┌─ Data records

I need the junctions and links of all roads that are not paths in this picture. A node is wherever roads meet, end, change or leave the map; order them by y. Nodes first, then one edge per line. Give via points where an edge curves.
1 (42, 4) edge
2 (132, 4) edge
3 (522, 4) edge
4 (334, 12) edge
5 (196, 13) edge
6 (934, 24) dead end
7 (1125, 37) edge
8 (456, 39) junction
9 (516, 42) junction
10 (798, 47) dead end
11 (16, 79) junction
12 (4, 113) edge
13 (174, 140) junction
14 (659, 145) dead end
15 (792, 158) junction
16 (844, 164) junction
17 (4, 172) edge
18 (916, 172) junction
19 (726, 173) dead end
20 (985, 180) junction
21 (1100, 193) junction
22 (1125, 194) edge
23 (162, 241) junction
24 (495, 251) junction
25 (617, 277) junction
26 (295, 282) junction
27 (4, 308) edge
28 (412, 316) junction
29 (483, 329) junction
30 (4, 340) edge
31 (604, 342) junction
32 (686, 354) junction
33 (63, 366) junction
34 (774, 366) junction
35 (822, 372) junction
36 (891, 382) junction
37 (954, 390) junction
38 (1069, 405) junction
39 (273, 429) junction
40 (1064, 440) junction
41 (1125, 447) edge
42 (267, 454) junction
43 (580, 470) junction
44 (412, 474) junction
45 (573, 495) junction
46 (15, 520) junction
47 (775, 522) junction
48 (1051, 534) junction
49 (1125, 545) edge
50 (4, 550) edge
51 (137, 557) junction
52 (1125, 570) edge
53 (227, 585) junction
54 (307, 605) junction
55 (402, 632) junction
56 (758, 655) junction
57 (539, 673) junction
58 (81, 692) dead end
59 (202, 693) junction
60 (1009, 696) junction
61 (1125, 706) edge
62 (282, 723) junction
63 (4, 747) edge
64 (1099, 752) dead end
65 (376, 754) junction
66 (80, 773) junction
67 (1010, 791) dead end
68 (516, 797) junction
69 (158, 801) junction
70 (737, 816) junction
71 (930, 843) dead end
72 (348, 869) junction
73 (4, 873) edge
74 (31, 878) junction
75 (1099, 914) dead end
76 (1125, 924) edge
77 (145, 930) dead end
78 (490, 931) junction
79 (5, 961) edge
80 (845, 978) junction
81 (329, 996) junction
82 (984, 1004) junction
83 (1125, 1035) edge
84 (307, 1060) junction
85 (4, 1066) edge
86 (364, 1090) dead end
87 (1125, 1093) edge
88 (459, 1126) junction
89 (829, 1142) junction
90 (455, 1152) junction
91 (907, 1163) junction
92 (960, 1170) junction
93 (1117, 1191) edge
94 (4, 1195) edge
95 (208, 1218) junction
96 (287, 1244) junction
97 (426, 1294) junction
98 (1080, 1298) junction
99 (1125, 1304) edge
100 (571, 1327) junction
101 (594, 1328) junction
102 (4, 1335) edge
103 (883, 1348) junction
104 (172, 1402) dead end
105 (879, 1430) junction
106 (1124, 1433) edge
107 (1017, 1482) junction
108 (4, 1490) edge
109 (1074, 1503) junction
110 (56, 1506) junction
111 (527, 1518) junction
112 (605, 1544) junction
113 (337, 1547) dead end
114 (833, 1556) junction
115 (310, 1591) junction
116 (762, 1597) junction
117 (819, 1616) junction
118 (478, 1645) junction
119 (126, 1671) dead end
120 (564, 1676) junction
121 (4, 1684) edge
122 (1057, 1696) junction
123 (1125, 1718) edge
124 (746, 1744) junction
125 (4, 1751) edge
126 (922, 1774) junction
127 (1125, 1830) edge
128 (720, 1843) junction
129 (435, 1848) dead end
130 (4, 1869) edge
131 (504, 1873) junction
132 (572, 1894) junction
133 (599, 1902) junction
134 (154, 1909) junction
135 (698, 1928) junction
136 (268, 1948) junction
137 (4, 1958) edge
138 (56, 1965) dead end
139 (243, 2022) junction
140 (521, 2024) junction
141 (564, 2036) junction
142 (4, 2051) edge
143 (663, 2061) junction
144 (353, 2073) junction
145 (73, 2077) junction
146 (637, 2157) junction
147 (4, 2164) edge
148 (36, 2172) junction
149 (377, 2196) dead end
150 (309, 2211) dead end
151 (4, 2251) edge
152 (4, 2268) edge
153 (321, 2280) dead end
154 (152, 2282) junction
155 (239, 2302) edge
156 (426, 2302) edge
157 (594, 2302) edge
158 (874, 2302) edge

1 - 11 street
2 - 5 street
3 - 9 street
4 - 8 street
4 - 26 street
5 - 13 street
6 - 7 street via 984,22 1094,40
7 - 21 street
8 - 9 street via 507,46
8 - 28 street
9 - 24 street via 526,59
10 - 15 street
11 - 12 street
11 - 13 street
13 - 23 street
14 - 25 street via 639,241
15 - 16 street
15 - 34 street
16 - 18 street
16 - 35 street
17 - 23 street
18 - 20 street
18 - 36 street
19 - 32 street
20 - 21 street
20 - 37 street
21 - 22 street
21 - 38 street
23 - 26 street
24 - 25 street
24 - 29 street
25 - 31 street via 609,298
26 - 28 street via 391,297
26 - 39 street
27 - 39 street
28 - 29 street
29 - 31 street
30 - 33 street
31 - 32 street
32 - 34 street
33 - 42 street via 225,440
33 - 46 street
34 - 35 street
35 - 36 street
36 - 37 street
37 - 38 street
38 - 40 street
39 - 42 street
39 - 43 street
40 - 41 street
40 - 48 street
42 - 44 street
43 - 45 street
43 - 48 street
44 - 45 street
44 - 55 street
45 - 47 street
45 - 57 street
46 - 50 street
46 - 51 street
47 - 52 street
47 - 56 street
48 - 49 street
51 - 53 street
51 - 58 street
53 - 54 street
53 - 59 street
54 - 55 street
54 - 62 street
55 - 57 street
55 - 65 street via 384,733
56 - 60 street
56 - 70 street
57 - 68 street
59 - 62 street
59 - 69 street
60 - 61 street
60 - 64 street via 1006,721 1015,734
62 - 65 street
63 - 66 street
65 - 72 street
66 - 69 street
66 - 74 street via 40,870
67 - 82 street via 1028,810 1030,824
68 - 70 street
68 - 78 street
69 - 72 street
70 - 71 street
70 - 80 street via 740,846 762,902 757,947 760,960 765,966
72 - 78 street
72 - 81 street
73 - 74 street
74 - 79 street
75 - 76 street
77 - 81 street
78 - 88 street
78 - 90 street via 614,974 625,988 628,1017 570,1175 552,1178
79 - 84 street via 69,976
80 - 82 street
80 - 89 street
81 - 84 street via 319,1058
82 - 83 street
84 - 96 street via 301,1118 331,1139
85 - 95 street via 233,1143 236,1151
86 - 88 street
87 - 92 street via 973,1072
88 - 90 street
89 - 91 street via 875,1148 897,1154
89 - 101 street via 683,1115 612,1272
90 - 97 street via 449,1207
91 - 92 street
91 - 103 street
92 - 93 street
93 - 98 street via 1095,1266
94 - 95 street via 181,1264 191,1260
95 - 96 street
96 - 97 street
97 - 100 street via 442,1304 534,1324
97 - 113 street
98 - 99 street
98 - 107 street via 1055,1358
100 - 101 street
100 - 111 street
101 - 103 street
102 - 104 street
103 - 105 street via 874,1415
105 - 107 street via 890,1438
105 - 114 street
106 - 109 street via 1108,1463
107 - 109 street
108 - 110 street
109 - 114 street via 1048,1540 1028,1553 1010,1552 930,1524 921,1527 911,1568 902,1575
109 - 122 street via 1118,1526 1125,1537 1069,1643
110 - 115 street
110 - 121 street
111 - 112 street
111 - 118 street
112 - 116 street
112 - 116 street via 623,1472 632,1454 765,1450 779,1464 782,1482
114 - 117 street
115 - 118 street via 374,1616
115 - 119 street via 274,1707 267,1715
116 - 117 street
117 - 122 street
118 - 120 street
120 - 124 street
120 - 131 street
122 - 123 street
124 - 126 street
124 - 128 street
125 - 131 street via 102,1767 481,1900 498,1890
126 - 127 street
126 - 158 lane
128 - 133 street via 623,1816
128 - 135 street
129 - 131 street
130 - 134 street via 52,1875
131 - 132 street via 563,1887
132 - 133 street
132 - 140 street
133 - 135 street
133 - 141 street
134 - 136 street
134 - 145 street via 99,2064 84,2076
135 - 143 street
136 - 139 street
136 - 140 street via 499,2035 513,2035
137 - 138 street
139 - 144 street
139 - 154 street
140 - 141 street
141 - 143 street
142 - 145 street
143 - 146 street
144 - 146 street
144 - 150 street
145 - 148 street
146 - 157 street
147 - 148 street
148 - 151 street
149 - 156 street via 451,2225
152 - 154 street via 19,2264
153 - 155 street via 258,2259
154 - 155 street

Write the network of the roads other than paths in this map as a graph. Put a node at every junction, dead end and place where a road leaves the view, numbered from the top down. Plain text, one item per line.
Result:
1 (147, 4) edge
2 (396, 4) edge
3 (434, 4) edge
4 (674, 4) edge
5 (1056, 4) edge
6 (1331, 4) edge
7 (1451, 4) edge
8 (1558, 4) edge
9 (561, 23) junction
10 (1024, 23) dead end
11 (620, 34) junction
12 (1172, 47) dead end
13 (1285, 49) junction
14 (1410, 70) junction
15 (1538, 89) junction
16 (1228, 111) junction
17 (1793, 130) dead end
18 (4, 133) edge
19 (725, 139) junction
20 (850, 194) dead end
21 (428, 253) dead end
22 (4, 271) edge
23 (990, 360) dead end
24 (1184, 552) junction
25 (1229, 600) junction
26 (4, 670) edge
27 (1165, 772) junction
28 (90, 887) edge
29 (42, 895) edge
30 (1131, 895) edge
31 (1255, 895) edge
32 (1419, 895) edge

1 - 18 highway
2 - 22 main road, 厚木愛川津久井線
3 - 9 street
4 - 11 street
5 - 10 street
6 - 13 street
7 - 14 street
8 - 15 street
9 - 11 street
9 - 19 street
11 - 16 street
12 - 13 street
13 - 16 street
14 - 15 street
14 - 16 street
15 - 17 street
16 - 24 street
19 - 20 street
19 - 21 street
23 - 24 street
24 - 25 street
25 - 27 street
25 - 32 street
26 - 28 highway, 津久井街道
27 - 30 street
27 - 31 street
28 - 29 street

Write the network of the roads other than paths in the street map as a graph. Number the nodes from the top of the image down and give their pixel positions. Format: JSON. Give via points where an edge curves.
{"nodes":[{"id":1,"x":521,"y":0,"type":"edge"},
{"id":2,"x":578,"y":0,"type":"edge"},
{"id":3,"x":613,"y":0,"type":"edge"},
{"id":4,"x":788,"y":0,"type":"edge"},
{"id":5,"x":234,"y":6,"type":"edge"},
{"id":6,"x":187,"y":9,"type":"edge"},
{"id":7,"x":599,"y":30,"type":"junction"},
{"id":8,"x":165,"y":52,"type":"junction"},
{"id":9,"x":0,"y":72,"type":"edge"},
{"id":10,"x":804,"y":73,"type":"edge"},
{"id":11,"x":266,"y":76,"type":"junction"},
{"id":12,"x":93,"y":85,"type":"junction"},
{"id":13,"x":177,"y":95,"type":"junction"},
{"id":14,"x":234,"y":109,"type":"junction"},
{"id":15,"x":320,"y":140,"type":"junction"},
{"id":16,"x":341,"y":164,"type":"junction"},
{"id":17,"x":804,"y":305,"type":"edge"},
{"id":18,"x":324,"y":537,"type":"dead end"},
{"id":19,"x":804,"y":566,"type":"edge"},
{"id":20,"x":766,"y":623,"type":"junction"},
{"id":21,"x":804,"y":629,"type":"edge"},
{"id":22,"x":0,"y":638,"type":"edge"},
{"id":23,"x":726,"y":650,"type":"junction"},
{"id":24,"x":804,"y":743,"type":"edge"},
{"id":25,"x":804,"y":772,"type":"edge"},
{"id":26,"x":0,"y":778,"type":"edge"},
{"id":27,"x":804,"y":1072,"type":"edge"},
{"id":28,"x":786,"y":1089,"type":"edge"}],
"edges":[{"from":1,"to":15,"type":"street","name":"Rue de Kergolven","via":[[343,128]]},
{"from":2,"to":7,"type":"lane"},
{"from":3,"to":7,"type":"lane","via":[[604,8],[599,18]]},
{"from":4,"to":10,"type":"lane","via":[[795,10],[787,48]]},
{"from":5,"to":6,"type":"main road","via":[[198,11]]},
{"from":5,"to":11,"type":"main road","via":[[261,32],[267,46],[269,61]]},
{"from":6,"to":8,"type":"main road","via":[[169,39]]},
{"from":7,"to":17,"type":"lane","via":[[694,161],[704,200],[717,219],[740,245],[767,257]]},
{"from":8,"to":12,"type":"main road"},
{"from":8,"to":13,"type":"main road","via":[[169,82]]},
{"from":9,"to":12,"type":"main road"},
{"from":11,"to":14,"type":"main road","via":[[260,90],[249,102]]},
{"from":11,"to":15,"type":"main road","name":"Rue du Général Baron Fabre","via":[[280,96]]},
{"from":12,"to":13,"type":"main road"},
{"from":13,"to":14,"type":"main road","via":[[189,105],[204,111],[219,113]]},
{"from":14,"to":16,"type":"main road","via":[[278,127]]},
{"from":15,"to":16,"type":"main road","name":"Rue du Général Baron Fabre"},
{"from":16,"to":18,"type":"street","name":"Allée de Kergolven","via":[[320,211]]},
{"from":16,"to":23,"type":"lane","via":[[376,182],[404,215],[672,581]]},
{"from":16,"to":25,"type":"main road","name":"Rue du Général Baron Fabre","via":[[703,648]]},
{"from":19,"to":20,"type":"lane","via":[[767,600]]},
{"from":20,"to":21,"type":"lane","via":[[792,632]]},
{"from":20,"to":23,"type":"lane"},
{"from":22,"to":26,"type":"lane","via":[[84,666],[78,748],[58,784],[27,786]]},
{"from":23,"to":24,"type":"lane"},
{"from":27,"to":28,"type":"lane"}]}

└─

What you need to do — Return each line of the material above in which the string "Baron" appears.

Solution for this problem —
{"from":11,"to":15,"type":"main road","name":"Rue du Général Baron Fabre","via":[[280,96]]},
{"from":15,"to":16,"type":"main road","name":"Rue du Général Baron Fabre"},
{"from":16,"to":25,"type":"main road","name":"Rue du Général Baron Fabre","via":[[703,648]]},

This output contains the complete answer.